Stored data
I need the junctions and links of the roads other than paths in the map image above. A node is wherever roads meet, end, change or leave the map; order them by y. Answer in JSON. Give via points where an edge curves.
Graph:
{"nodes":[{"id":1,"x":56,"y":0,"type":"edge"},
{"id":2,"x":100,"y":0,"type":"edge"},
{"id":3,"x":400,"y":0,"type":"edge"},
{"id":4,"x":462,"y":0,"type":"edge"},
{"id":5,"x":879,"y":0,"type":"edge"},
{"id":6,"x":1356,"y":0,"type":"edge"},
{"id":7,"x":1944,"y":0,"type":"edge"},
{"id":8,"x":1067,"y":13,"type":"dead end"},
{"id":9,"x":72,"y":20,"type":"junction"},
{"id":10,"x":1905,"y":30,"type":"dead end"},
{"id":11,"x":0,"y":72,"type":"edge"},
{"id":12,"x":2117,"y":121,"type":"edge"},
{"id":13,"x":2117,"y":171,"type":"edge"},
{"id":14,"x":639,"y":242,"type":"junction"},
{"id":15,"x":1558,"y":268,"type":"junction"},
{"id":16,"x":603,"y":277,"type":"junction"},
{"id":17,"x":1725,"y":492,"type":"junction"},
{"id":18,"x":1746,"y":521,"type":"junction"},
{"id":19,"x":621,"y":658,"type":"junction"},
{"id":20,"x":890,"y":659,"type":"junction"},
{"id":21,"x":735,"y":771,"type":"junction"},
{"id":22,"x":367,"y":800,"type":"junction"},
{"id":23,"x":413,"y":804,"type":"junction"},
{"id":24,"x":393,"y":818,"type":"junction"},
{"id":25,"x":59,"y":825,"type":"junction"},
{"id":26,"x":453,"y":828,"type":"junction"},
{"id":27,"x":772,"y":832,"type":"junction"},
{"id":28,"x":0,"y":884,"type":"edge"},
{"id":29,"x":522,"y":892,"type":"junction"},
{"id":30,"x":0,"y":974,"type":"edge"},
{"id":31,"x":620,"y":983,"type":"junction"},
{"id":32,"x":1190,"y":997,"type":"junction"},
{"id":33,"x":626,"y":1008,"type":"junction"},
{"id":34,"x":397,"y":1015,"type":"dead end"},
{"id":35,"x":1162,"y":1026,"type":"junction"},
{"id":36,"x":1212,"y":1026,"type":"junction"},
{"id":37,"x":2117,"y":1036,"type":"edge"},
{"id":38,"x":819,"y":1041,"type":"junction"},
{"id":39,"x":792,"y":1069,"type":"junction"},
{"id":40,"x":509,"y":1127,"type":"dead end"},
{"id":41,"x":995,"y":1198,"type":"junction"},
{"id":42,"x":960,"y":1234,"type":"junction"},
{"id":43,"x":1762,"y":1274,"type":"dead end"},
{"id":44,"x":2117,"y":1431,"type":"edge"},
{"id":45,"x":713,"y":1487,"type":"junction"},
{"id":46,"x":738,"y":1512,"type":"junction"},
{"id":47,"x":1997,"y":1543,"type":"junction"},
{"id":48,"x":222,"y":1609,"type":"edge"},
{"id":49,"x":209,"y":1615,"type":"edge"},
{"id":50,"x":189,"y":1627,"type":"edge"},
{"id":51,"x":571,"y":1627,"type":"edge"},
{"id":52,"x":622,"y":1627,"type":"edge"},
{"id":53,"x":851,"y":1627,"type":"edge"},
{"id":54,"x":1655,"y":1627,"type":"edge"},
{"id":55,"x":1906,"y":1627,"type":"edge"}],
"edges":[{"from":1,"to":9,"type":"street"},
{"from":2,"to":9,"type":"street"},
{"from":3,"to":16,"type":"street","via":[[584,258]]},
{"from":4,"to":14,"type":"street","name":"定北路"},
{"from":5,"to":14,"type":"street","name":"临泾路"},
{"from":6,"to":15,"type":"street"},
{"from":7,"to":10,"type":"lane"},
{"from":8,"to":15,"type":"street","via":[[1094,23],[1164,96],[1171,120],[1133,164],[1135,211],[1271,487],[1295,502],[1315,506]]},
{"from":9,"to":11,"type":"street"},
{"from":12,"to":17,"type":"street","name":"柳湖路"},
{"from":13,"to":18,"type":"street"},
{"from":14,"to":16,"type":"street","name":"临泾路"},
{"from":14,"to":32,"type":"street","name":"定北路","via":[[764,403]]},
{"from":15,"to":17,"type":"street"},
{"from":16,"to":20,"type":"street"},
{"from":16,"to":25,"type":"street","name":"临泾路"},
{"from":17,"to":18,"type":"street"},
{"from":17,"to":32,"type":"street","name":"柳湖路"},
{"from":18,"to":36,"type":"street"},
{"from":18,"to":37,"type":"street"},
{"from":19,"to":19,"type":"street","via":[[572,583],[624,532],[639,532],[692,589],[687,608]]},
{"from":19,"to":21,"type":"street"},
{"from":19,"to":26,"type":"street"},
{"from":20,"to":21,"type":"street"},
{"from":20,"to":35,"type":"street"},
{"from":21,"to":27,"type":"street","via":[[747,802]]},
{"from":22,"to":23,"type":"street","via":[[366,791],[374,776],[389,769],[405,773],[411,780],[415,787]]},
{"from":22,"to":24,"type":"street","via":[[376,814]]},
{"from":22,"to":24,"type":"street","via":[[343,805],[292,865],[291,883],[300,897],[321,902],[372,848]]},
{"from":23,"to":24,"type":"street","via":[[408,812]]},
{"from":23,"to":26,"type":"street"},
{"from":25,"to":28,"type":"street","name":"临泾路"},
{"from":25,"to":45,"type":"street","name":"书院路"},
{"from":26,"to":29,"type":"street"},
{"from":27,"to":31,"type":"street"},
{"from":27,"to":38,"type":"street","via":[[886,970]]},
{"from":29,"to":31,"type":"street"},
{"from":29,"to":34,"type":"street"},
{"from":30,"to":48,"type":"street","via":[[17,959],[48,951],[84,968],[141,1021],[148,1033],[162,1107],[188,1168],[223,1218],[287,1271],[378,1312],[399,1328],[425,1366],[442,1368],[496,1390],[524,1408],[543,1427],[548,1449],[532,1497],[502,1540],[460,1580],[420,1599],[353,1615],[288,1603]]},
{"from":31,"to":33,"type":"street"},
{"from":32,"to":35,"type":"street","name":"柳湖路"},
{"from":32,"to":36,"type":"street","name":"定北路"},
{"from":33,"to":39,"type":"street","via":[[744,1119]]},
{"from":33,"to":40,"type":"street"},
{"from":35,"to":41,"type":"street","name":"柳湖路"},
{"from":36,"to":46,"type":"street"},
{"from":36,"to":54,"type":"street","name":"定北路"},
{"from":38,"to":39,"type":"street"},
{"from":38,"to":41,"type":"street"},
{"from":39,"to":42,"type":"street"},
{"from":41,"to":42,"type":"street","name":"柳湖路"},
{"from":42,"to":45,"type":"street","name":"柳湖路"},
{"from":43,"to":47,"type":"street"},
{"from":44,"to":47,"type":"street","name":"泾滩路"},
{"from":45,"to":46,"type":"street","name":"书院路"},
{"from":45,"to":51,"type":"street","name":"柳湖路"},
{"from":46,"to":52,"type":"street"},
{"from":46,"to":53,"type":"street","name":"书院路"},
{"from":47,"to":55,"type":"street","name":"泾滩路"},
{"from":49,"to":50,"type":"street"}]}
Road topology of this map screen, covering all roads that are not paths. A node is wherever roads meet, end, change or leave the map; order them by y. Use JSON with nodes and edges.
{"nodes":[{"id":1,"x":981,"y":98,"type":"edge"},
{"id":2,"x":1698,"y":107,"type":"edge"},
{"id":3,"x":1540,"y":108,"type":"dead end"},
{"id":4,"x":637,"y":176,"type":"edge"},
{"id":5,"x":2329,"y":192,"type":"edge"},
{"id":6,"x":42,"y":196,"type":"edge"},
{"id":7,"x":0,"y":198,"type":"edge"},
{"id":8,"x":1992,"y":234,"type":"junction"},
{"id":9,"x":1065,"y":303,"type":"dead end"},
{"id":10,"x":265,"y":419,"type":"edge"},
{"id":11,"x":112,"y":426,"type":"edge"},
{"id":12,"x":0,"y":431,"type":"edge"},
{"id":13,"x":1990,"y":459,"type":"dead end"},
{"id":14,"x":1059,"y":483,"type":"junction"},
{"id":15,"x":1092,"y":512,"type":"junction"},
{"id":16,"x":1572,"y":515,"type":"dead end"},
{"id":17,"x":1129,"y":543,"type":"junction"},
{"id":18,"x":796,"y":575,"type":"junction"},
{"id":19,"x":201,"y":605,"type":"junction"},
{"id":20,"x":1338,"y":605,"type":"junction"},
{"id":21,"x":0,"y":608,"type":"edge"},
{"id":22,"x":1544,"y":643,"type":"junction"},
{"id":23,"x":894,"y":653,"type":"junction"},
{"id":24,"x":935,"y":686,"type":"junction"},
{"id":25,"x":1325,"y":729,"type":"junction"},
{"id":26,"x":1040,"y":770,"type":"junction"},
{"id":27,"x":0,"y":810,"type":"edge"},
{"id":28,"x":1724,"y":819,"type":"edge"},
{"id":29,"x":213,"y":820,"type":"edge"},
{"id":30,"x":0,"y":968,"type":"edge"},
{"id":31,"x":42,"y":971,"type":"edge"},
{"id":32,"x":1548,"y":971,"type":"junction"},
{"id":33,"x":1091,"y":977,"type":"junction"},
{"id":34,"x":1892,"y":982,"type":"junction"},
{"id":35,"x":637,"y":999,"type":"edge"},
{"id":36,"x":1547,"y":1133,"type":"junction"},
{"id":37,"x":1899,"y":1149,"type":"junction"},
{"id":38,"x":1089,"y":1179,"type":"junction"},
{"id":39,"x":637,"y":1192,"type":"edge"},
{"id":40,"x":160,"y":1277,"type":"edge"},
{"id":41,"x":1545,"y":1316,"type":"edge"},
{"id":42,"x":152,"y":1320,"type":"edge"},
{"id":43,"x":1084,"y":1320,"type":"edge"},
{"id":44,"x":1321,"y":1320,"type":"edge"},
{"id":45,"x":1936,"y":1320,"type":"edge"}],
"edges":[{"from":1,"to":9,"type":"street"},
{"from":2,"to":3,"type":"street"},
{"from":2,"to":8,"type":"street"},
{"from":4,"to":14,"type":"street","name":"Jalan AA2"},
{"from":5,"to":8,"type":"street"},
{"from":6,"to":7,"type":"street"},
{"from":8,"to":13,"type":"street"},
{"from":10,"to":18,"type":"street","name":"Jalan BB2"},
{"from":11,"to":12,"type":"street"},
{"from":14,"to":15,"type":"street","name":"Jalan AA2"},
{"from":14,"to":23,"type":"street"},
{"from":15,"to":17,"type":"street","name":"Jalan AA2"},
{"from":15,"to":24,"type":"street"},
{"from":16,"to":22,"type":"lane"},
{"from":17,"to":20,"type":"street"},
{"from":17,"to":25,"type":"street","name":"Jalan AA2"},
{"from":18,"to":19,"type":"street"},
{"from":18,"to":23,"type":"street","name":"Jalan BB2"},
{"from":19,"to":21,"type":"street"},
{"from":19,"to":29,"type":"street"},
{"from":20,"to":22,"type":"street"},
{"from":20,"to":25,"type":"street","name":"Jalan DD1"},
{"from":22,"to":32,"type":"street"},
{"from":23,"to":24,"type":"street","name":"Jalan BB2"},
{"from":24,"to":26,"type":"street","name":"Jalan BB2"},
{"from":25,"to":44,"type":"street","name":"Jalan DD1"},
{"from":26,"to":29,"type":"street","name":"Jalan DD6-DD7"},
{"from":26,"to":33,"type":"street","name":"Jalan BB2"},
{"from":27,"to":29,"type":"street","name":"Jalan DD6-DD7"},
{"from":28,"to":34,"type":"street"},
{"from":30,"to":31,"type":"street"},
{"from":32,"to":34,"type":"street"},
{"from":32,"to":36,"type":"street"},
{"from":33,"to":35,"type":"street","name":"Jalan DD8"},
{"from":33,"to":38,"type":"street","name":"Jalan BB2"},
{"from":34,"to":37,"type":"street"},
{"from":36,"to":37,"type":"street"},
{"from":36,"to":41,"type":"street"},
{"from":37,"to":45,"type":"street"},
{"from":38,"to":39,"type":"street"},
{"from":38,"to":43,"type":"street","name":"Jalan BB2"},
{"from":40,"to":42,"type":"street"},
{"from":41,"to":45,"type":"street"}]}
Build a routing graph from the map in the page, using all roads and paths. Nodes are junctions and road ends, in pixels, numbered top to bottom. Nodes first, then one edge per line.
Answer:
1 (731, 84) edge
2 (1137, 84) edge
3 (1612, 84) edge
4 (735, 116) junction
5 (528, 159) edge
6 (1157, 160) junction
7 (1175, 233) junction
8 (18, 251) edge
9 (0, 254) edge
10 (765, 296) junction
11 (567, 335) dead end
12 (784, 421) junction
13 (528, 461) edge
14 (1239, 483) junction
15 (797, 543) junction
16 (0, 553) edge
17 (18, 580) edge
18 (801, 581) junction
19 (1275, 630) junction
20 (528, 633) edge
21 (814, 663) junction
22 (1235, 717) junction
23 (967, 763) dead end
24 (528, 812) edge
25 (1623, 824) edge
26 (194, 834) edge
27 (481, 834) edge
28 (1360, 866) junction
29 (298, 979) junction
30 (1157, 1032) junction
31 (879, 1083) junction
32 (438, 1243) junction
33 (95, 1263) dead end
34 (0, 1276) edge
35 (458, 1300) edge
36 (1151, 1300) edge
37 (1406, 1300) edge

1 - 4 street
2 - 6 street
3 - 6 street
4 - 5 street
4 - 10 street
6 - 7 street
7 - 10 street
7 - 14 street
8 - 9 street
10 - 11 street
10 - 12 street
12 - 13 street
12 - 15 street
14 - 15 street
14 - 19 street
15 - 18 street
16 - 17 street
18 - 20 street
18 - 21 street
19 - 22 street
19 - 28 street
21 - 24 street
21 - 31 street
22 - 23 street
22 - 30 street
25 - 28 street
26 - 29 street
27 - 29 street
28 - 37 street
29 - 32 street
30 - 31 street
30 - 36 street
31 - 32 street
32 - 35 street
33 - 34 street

▶ **EXERCISE GOAL**
Scan the data above for the word "junctions". Copy every line in which it is found.

▶ **ANSWER**
I need the junctions and links of the roads other than paths in the map image above. A node is wherever roads meet, end, change or leave the map; order them by y. Answer in JSON. Give via points where an edge curves.
Build a routing graph from the map in the page, using all roads and paths. Nodes are junctions and road ends, in pixels, numbered top to bottom. Nodes first, then one edge per line.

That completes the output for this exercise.